Mensagem de voz
Já faz um tempo que as pessoas não utilizam mais o telefone para uma conversa espontânea. A forma costumeira tem sido mensagem de voz via aplicativo. Eu, pessoalmente, não gosto muito deste recurso, até utilizo às vezes, mas há quem use de forma mais corriqueira, há quem converse via mensagem de voz. Cada um grava sua mensagem, o outro ouve e depois responde da mesma forma. É fato que perde a espontaneidade, a surpresa repentina causada por uma interrupção na fala do outro, fato que ocorre na ligação de telefone.
Os prejuízos causados por esta maneira de conversar podem ser enormes. Prejuízos? Não vou colocar a questão econômica, não é a minha intenção, mas devem-se considerar perdas para o imaginário popular, o repertório para criação de roteiros de telenovelas, filmes e afins. Imagine só não termos mais: declarações de amor repentinas, notícias que surgem de repente no meio da ligação que muda toda a conversa e também não se pode esquecer daquele ato mal-educado de desligar na cara, pois muitas vezes as pessoas brigavam por telefone, ofendiam-se e alguém desligava na cara. Ainda haveria outros exemplos de situações que podem ocorrer numa ligação telefônica, mas vou poupá-los e não fazer igual certas pessoas que gravam mensagens de voz de cinco minutos ou até mais.
Antes que eu esqueça: mencionei filme logo acima e pergunto: quem nunca viu cenas de pessoas deixando uma longa mensagem para a secretária eletrônica? Na esperança de que quando a pessoa chegasse para escutar a mensagem ou acontecia de atender no meio da mensagem ou muitas vezes a pessoa do outro lado está ouvindo mas não quer atender. Já se tratava de um prenúncio da era atual? Algumas mensagens eram longas, imagine que secretaria eletrônica ganhasse vida e dissesse: Eu te entendo, ou, eu estou te ouvindo, mas não sei alguém mais vai ouvir.

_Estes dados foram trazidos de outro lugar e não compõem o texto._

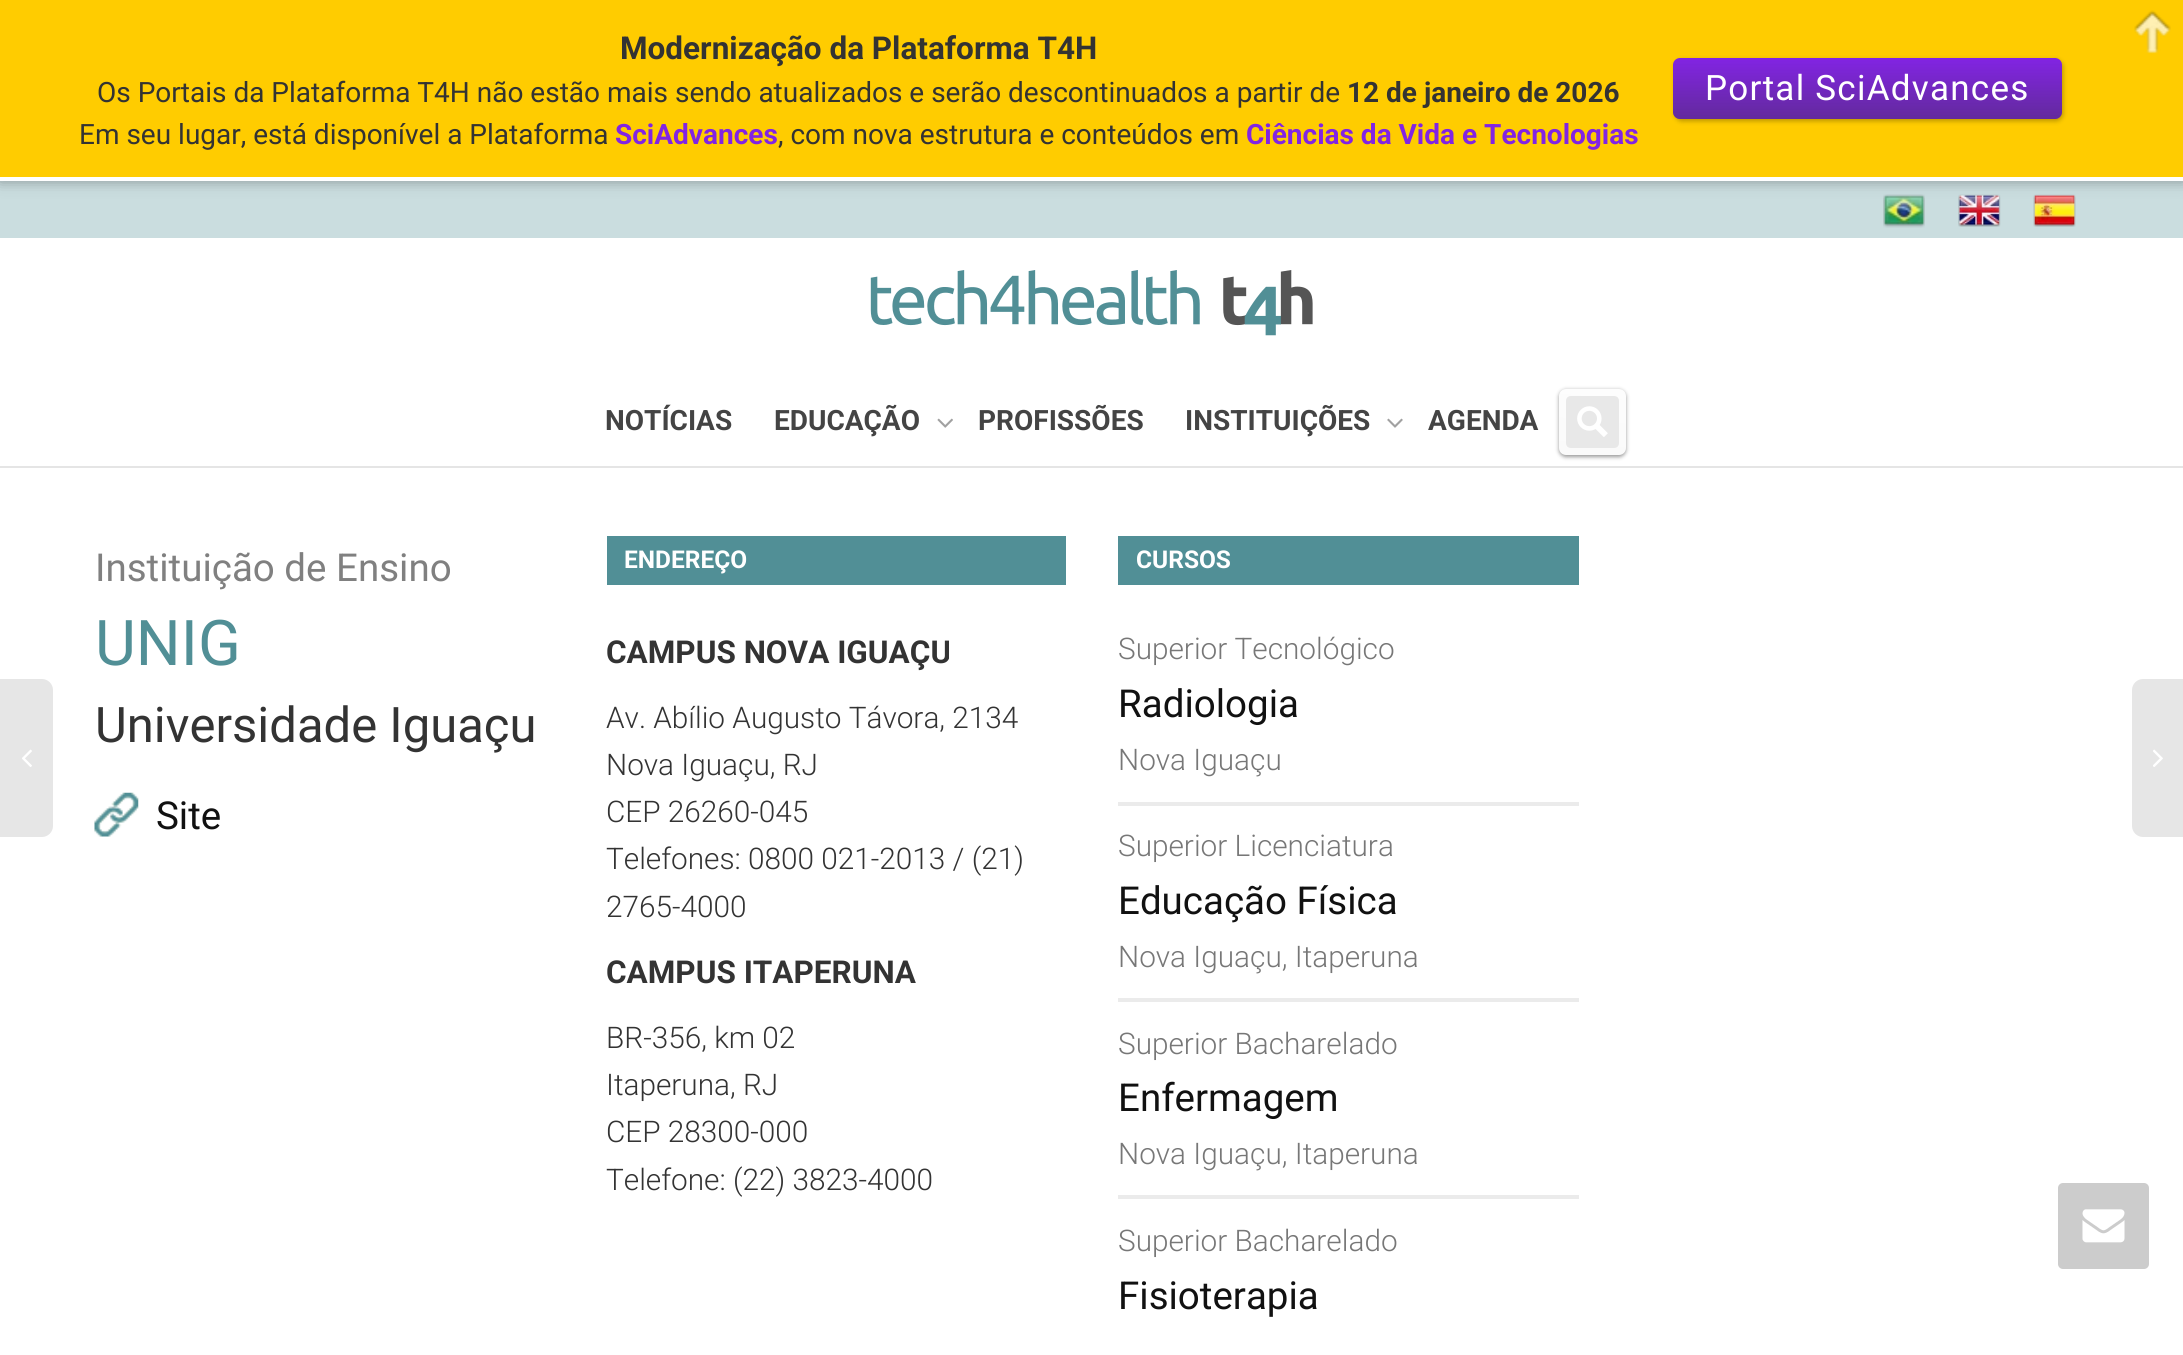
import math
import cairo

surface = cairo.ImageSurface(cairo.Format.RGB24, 2183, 1355)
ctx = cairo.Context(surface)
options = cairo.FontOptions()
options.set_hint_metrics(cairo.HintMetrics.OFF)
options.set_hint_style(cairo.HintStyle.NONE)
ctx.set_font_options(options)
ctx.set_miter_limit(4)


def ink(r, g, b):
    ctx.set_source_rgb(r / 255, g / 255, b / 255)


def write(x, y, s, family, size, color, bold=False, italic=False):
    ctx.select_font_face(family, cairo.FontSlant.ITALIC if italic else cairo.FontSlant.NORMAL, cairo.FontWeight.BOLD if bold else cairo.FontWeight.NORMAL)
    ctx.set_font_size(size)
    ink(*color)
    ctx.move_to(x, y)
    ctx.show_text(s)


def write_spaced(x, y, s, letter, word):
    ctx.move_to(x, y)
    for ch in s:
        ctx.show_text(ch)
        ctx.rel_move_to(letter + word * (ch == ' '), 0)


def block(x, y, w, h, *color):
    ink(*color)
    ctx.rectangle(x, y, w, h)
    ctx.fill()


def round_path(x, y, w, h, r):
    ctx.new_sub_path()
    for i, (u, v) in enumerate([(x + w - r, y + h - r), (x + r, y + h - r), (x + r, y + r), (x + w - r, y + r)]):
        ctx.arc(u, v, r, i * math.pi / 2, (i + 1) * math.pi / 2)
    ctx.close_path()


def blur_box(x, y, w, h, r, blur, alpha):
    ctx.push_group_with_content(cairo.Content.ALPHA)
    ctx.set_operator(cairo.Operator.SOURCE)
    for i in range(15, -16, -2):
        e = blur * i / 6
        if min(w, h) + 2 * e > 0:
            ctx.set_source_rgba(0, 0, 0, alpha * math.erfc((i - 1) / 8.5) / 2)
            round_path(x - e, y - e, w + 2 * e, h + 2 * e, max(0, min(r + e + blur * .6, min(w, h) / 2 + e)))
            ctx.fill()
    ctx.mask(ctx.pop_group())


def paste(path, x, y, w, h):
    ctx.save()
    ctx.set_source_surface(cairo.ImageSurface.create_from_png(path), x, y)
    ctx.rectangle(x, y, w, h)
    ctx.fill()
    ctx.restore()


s1 = dict(family="Roboto", size=31.5, color=(51, 51, 51), bold=True)
s2 = dict(family="Roboto", size=28, color=(51, 51, 51))
s3 = dict(family="Roboto", size=28, color=(51, 51, 51), bold=True)
s4 = dict(family="Roboto", size=28, color=(130, 36, 227), bold=True)
s5 = dict(family="Roboto", size=28, color=(68, 68, 68), bold=True)
s6 = dict(family="Roboto", size=38.5, color=(128, 128, 128))
s7 = dict(family="Roboto", size=63, color=(81, 143, 150))
s8 = dict(family="Roboto", size=49, color=(51, 51, 51))
s9 = dict(family="Roboto", size=38.5, color=(17, 17, 17))
s10 = dict(family="Roboto", size=24.5, color=(255, 255, 255), bold=True)
s11 = dict(family="Roboto Light", size=29.75, color=(51, 51, 51))
s12 = dict(family="Roboto Light", size=29.75, color=(119, 119, 119))

ink(255, 255, 255)
ctx.paint()
block(0, 181, 2183, 57, 202, 221, 223)
paste("pic2.png", 1883, 194, 42, 34)
paste("pic3.png", 1958, 194, 43, 33)
paste("pic4.png", 2033, 194, 43, 33)
ink(0, 0, 0)
blur_box(0, 0, 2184, 180, 0, 7.5, 0.4)
block(0, 0, 2183, 177, 255, 204, 0)
block(0, 177, 2183, 4, 255, 255, 255)
write(620, 59, "Modernização da Plataforma T4H", **s1)
write(97, 102, "Os Portais da Plataforma T4H não estão mais sendo atualizados e serão descontinuados a partir de", **s2)
write(1347, 102, "12 de janeiro de 2026", **s3)
write(79, 144, "Em seu lugar, está disponível a Plataforma", **s2)
write(615, 144, "SciAdvances", **s4)
write(778, 144, ", com nova estrutura e conteúdos em", **s2)
write(1246, 144, "Ciências da Vida e Tecnologias", **s4)
ink(0, 0, 0)
blur_box(1675, 60, 388, 61, 7, 2.5, 0.28)
ink(130, 36, 227)
round_path(1673, 58, 389, 61, 7)
ctx.fill()
gradient = cairo.LinearGradient(1673, 58, 1673, 119)
gradient.add_color_stop_rgba(0, 0.2, 0.2, 0.2, 0)
gradient.add_color_stop_rgba(1, 0.2, 0.2, 0.2, 0.4)
ctx.set_source(gradient)
round_path(1673, 58, 389, 61, 7)
ctx.fill()
ctx.select_font_face("Roboto")
ctx.set_font_size(35)
ink(255, 255, 255)
write_spaced(1705, 100, "Portal SciAdvances", 1.25, 0)
paste("pic1.png", 2134, 10, 37, 44)
block(0, 466, 2183, 2, 229, 229, 229)
paste("pic5.png", 870, 270, 443, 66)
write(605, 430, "NOTÍCIAS", **s5)
write(774, 430, "EDUCAÇÃO", **s5)
paste("pic6.png", 937, 418, 16, 10)
write(978, 430, "PROFISSÕES", **s5)
write(1185, 430, "INSTITUIÇÕES", **s5)
paste("pic7.png", 1387, 418, 16, 10)
write(1428, 430, "AGENDA", **s5)
ink(153, 153, 153)
blur_box(1559, 390, 67, 67, 7, 2, 1)
gradient = cairo.LinearGradient(1596, 386, 1589, 458)
gradient.add_color_stop_rgba(0, 0.992, 0.992, 0.992, 1)
gradient.add_color_stop_rgba(1, 0.98, 0.98, 0.98, 1)
ctx.set_source(gradient)
round_path(1559, 389, 67, 66, 7)
ctx.fill()
ink(232, 232, 232)
ctx.new_path()
ctx.move_to(1571, 396)
ctx.line_to(1614, 396)
ctx.curve_to(1617, 396, 1619, 398, 1619, 401)
ctx.line_to(1619, 443)
ctx.curve_to(1619, 446, 1617, 448, 1614, 448)
ctx.line_to(1571, 448)
ctx.curve_to(1568, 448, 1566, 446, 1566, 443)
ctx.line_to(1566, 401)
ctx.curve_to(1566, 398, 1568, 396, 1571, 396)
ctx.close_path()
ctx.fill()
paste("pic8.png", 1577, 406, 31, 31)
write(95, 581, "Instituição de Ensino", **s6)
write(95, 665, "UNIG", **s7)
write(95, 742, "Universidade Iguaçu", **s8)
paste("pic9.png", 94, 792, 45, 45)
write(156, 829, "Site", **s9)
block(607, 536, 459, 49, 81, 143, 150)
write(624, 568, "ENDEREÇO", **s10)
write(606, 663, "CAMPUS NOVA IGUAÇU", **s1)
write(606, 728, "Av. Abílio Augusto Távora, 2134", **s11)
write(606, 775, "Nova Iguaçu, RJ", **s11)
write(606, 822, "CEP 26260-045", **s11)
write(606, 869, "Telefones: 0800 021-2013 / (21)", **s11)
write(606, 917, "2765-4000", **s11)
write(606, 983, "CAMPUS ITAPERUNA", **s1)
write(606, 1048, "BR-356, km 02", **s11)
write(606, 1095, "Itaperuna, RJ", **s11)
write(606, 1142, "CEP 28300-000", **s11)
write(606, 1190, "Telefone: (22) 3823-4000", **s11)
block(1118, 536, 461, 49, 81, 143, 150)
write(1136, 568, "CURSOS", **s10)
write(1118, 659, "Superior Tecnológico", **s12)
write(1118, 717, "Radiologia", **s9)
write(1118, 770, "Nova Iguaçu", **s12)
block(1118, 802, 461, 4, 235, 235, 235)
write(1118, 856, "Superior Licenciatura", **s12)
write(1118, 914, "Educação Física", **s9)
write(1118, 967, "Nova Iguaçu, Itaperuna", **s12)
block(1118, 998, 461, 4, 235, 235, 235)
write(1118, 1054, "Superior Bacharelado", **s12)
write(1118, 1111, "Enfermagem", **s9)
write(1118, 1164, "Nova Iguaçu, Itaperuna", **s12)
block(1118, 1195, 461, 4, 235, 235, 235)
write(1118, 1251, "Superior Bacharelado", **s12)
write(1118, 1309, "Fisioterapia", **s9)
ink(230, 230, 230)
ctx.new_path()
ctx.move_to(-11, 679)
ctx.line_to(42, 679)
ctx.curve_to(48, 679, 53, 684, 53, 690)
ctx.line_to(53, 826)
ctx.curve_to(53, 832, 48, 837, 42, 837)
ctx.line_to(-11, 837)
ctx.close_path()
ctx.fill()
paste("pic10.png", 22, 749, 10, 18)
ctx.new_path()
ctx.move_to(2143, 679)
ctx.line_to(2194, 679)
ctx.line_to(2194, 837)
ctx.line_to(2143, 837)
ctx.curve_to(2137, 837, 2132, 832, 2132, 826)
ctx.line_to(2132, 690)
ctx.curve_to(2132, 684, 2137, 679, 2143, 679)
ctx.close_path()
ctx.fill()
paste("pic11.png", 2153, 749, 10, 18)
ink(204, 204, 204)
round_path(2058, 1183, 91, 86, 5)
ctx.fill()
paste("pic12.png", 2082, 1209, 43, 34)
surface.write_to_png("screenshot.png")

As pessoas que utilizam mensagens de voz para uma conversa voix-à-voix (voz a voz em francês, inspirado na expressão têtê-à-tête) podem cair na armadilha de uma pessoa enviar uma mensagem de voz e a outra não responder naquele mesmo instante e vir a responder duzentos anos depois, perdão, vinte minutos depois, afinal o tempo que se passa esperando pela resposta do outro pode aparentar um tempo enorme. Tempo depois a outra pessoa ouve a mensagem, responde, mas pode ser tarde, afinal muita coisa pode acontecer entre uma mensagem e outra. Eis uma desvantagem. Por outro lado reconheço algumas vantagens, do tipo: você quer falar com a pessoa de uma maneira mais íntima do que escrever em texto, mas não quer ligar para não pegar o outro de surpresa, então envia uma mensagem de voz. Exemplo: È fim de semana, o marido, esposa e as crianças, bate aquela vontade do casal sair a sós, por isto deixar as crianças com uma das avós, nada melhor do que deixar uma mensagem de voz assim:
_ Bom dia, está tudo bem? Pois então você não gostaria de ficar um tempinho com seus netinhos, eles estão morrendo de saudades, querem brincar aí, beijos, tchau.
Devo admitir que uma conversa como essa não seria possível por telefone. A avó do outro lado talvez não esteja disponível ou não disposta a receber visita dos adoráveis netos, e então ela pode responder por mensagem de voz de uma maneira muito educada, algo que por ligação a deixaria constrangida a aceitar.
Seja a conversa por telefone ou gravada sempre estará sujeita à dúvida da expressão de quem está ouvindo ou falando. Não se sabe se a voz corresponde ao que realmente está acontecendo do outro lado. Inventaram a conversa por vídeo, que também tem se tornado muito comum e é o tipo de conversa que não dá para dizer: Hoje eu não posso te receber, estou arrumando e limpando a casa, só que a câmera mostra o lugar mais desejado para se morar naquele momento.
Nestes tempos de distanciamento social ajuda bastante estas novas formas de comunicação, mas ai já é assunto para outro texto.